Try it
Could you tally the lines of the entries that carry the string "Koreli"? Reply with the number and nothing more.

Content starts

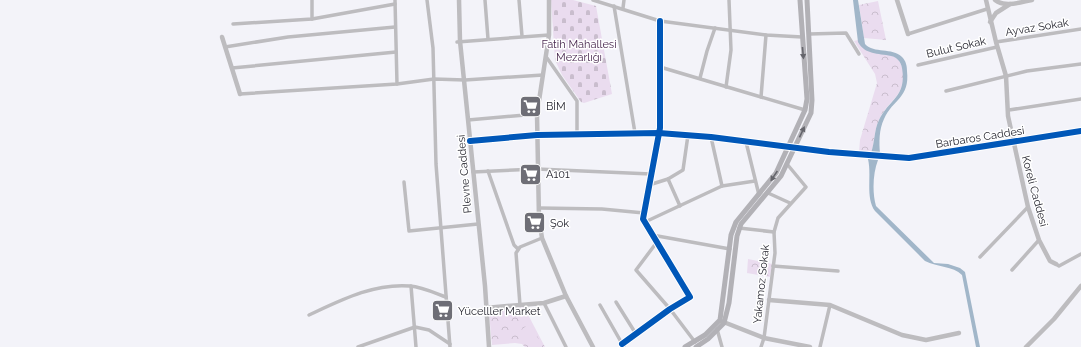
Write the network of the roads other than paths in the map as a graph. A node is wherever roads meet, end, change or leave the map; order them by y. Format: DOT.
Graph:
graph roads {
  1 [pos="312,0"];
  2 [pos="428,0"];
  3 [pos="459,0"];
  4 [pos="486,0"];
  5 [pos="519,0"];
  6 [pos="549,0"];
  7 [pos="593,0"];
  8 [pos="624,0"];
  9 [pos="729,0"];
  10 [pos="800,0"];
  11 [pos="807,0"];
  12 [pos="897,0"];
  13 [pos="986,0"];
  14 [pos="995,0"];
  15 [pos="1032,0"];
  16 [pos="395,2"];
  17 [pos="1010,4"];
  18 [pos="614,6"];
  19 [pos="621,8"];
  20 [pos="987,9"];
  21 [pos="615,12"];
  22 [pos="312,19"];
  23 [pos="660,21"];
  24 [pos="990,22"];
  25 [pos="233,24"];
  26 [pos="395,27"];
  27 [pos="715,28"];
  28 [pos="1081,29"];
  29 [pos="729,30"];
  30 [pos="809,34"];
  31 [pos="908,34"];
  32 [pos="549,35"];
  33 [pos="766,35"];
  34 [pos="522,36"];
  35 [pos="222,37"];
  36 [pos="802,37"];
  37 [pos="488,39"];
  38 [pos="459,42"];
  39 [pos="996,45"];
  40 [pos="225,47"];
  41 [pos="396,52"];
  42 [pos="859,54"];
  43 [pos="546,58"];
  44 [pos="1081,64"];
  45 [pos="918,65"];
  46 [pos="660,66"];
  47 [pos="232,68"];
  48 [pos="543,75"];
  49 [pos="1006,76"];
  50 [pos="700,78"];
  51 [pos="434,79"];
  52 [pos="464,80"];
  53 [pos="397,84"];
  54 [pos="726,87"];
  55 [pos="946,91"];
  56 [pos="240,94"];
  57 [pos="760,96"];
  58 [pos="1081,99"];
  59 [pos="805,110"];
  60 [pos="1009,110"];
  61 [pos="537,114"];
  62 [pos="468,120"];
  63 [pos="1081,131"];
  64 [pos="635,133"];
  65 [pos="659,133"];
  66 [pos="577,134"];
  67 [pos="536,135"];
  68 [pos="688,135"];
  69 [pos="711,137"];
  70 [pos="470,141"];
  71 [pos="746,142"];
  72 [pos="1013,142"];
  73 [pos="791,147"];
  74 [pos="882,156"];
  75 [pos="787,164"];
  76 [pos="538,168"];
  77 [pos="488,171"];
  78 [pos="473,172"];
  79 [pos="651,174"];
  80 [pos="668,178"];
  81 [pos="755,181"];
  82 [pos="404,182"];
  83 [pos="649,186"];
  84 [pos="722,186"];
  85 [pos="768,193"];
  86 [pos="760,195"];
  87 [pos="790,203"];
  88 [pos="680,206"];
  89 [pos="1028,207"];
  90 [pos="539,208"];
  91 [pos="644,213"];
  92 [pos="645,222"];
  93 [pos="478,224"];
  94 [pos="442,228"];
  95 [pos="740,228"];
  96 [pos="774,232"];
  97 [pos="652,235"];
  98 [pos="542,238"];
  99 [pos="1039,240"];
  100 [pos="657,242"];
  101 [pos="518,249"];
  102 [pos="730,249"];
  103 [pos="1081,254"];
  104 [pos="980,257"];
  105 [pos="1056,264"];
  106 [pos="773,266"];
  107 [pos="1012,270"];
  108 [pos="838,271"];
  109 [pos="411,286"];
  110 [pos="1081,286"];
  111 [pos="566,296"];
  112 [pos="446,297"];
  113 [pos="769,300"];
  114 [pos="616,302"];
  115 [pos="544,303"];
  116 [pos="520,305"];
  117 [pos="600,305"];
  118 [pos="830,305"];
  119 [pos="485,308"];
  120 [pos="670,309"];
  121 [pos="310,315"];
  122 [pos="722,322"];
  123 [pos="415,327"];
  124 [pos="716,328"];
  125 [pos="959,333"];
  126 [pos="636,334"];
  127 [pos="764,338"];
  128 [pos="696,344"];
  129 [pos="450,346"];
  130 [pos="623,346"];
  131 [pos="793,346"];
  132 [pos="358,347"];
  133 [pos="416,347"];
  134 [pos="489,347"];
  135 [pos="566,347"];
  136 [pos="593,347"];
  137 [pos="685,347"];
  138 [pos="722,347"];
  139 [pos="761,347"];
  140 [pos="810,347"];
  141 [pos="820,347"];
  142 [pos="1026,347"];
  1 -- 22 [label="street"];
  2 -- 51 [label="street"];
  3 -- 38 [label="street, Plevne Caddesi"];
  4 -- 37 [label="street"];
  5 -- 34 [label="street"];
  6 -- 32 [label="street"];
  7 -- 18 [label="street"];
  8 -- 19 [label="street"];
  9 -- 29 [label="street"];
  10 -- 36 [label="main road"];
  11 -- 30 [label="main road"];
  12 -- 31 [label="street"];
  13 -- 20 [label="street, Koreli Caddesi"];
  14 -- 17 [label="street"];
  15 -- 17 [label="street"];
  16 -- 22 [label="street"];
  16 -- 26 [label="street"];
  17 -- 24 [label="street"];
  18 -- 19 [label="street"];
  18 -- 21 [label="street"];
  19 -- 21 [label="street"];
  19 -- 23 [label="street"];
  20 -- 24 [label="street, Koreli Caddesi"];
  20 -- 31 [label="street"];
  21 -- 64 [label="street"];
  22 -- 25 [label="street"];
  23 -- 27 [label="street"];
  23 -- 46 [label="street"];
  24 -- 39 [label="street, Koreli Caddesi"];
  26 -- 40 [label="street"];
  26 -- 41 [label="street"];
  27 -- 29 [label="street"];
  27 -- 50 [label="street"];
  28 -- 39 [label="street, Ayvaz Sokak"];
  29 -- 33 [label="street"];
  29 -- 54 [label="street"];
  30 -- 42 [label="street"];
  73 -- 30 [label="main road, one-way"];
  32 -- 34 [label="street"];
  32 -- 43 [label="street"];
  33 -- 36 [label="street"];
  33 -- 57 [label="street"];
  34 -- 37 [label="street"];
  35 -- 40 [label="street"];
  36 -- 59 [label="main road, one-way"];
  37 -- 38 [label="street"];
  38 -- 52 [label="street, Plevne Caddesi"];
  39 -- 45 [label="street, Bulut Sokak"];
  39 -- 49 [label="street, Koreli Caddesi"];
  40 -- 47 [label="street"];
  41 -- 47 [label="street"];
  41 -- 53 [label="street"];
  43 -- 48 [label="street"];
  43 -- 66 [label="street"];
  44 -- 49 [label="street"];
  46 -- 50 [label="street"];
  46 -- 65 [label="street"];
  47 -- 56 [label="street"];
  48 -- 52 [label="street"];
  48 -- 61 [label="street"];
  49 -- 55 [label="street"];
  49 -- 60 [label="street, Koreli Caddesi"];
  50 -- 54 [label="street"];
  51 -- 52 [label="street"];
  51 -- 53 [label="street"];
  51 -- 94 [label="street"];
  52 -- 62 [label="street, Plevne Caddesi"];
  53 -- 56 [label="street"];
  54 -- 57 [label="street"];
  57 -- 59 [label="street"];
  58 -- 60 [label="street"];
  59 -- 73 [label="main road"];
  60 -- 72 [label="street, Koreli Caddesi"];
  61 -- 62 [label="street"];
  61 -- 67 [label="street"];
  62 -- 70 [label="street, Plevne Caddesi"];
  63 -- 72 [label="street, Barbaros Caddesi"];
  64 -- 65 [label="street"];
  64 -- 66 [label="street"];
  65 -- 68 [label="street"];
  65 -- 79 [label="street"];
  66 -- 67 [label="street"];
  67 -- 70 [label="street"];
  67 -- 76 [label="street"];
  68 -- 69 [label="street"];
  68 -- 80 [label="street"];
  69 -- 71 [label="street"];
  69 -- 84 [label="street"];
  70 -- 78 [label="street, Plevne Caddesi"];
  71 -- 73 [label="street"];
  71 -- 81 [label="street"];
  72 -- 74 [label="street, Barbaros Caddesi"];
  72 -- 89 [label="street, Koreli Caddesi"];
  73 -- 74 [label="street"];
  73 -- 75 [label="main road"];
  73 -- 86 [label="main road, one-way"];
  75 -- 85 [label="main road"];
  75 -- 87 [label="street"];
  76 -- 77 [label="street"];
  76 -- 79 [label="street"];
  76 -- 90 [label="street"];
  77 -- 78 [label="street"];
  77 -- 101 [label="street"];
  78 -- 93 [label="street, Plevne Caddesi"];
  79 -- 83 [label="street"];
  80 -- 83 [label="street"];
  80 -- 88 [label="street"];
  81 -- 84 [label="street"];
  81 -- 86 [label="street"];
  82 -- 94 [label="street"];
  83 -- 91 [label="street"];
  84 -- 88 [label="street"];
  85 -- 87 [label="street"];
  85 -- 95 [label="main road"];
  86 -- 102 [label="main road"];
  87 -- 96 [label="street"];
  88 -- 92 [label="street"];
  89 -- 99 [label="street, Koreli Caddesi"];
  89 -- 104 [label="street"];
  90 -- 91 [label="street"];
  90 -- 98 [label="street"];
  91 -- 92 [label="street"];
  92 -- 97 [label="street"];
  93 -- 94 [label="street"];
  93 -- 119 [label="street, Plevne Caddesi"];
  94 -- 112 [label="street"];
  95 -- 96 [label="street"];
  95 -- 122 [label="main road"];
  96 -- 106 [label="street, Yakamoz Sokak"];
  97 -- 100 [label="street"];
  97 -- 102 [label="street"];
  98 -- 101 [label="street"];
  98 -- 111 [label="street"];
  99 -- 105 [label="street, Koreli Caddesi"];
  99 -- 107 [label="street"];
  100 -- 120 [label="street"];
  100 -- 120 [label="street"];
  101 -- 116 [label="street"];
  102 -- 122 [label="main road"];
  103 -- 105 [label="street"];
  106 -- 108 [label="street"];
  106 -- 113 [label="street, Yakamoz Sokak"];
  109 -- 112 [label="street"];
  109 -- 121 [label="street"];
  109 -- 123 [label="street"];
  110 -- 142 [label="street"];
  111 -- 115 [label="street"];
  111 -- 136 [label="street"];
  112 -- 129 [label="street"];
  113 -- 118 [label="street"];
  113 -- 127 [label="street, Yakamoz Sokak"];
  114 -- 126 [label="street"];
  115 -- 116 [label="street"];
  115 -- 135 [label="street"];
  116 -- 119 [label="street"];
  117 -- 130 [label="street"];
  118 -- 125 [label="street"];
  118 -- 141 [label="street"];
  119 -- 134 [label="street, Plevne Caddesi"];
  120 -- 126 [label="street"];
  120 -- 128 [label="street"];
  122 -- 124 [label="main road"];
  122 -- 127 [label="street"];
  123 -- 129 [label="street"];
  123 -- 132 [label="street"];
  123 -- 133 [label="street"];
  124 -- 128 [label="main road"];
  124 -- 138 [label="street"];
  126 -- 130 [label="street"];
  127 -- 131 [label="street"];
  127 -- 139 [label="street, Yakamoz Sokak"];
  128 -- 137 [label="main road"];
  131 -- 140 [label="street"];
}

Content ends

Answer to the problem
9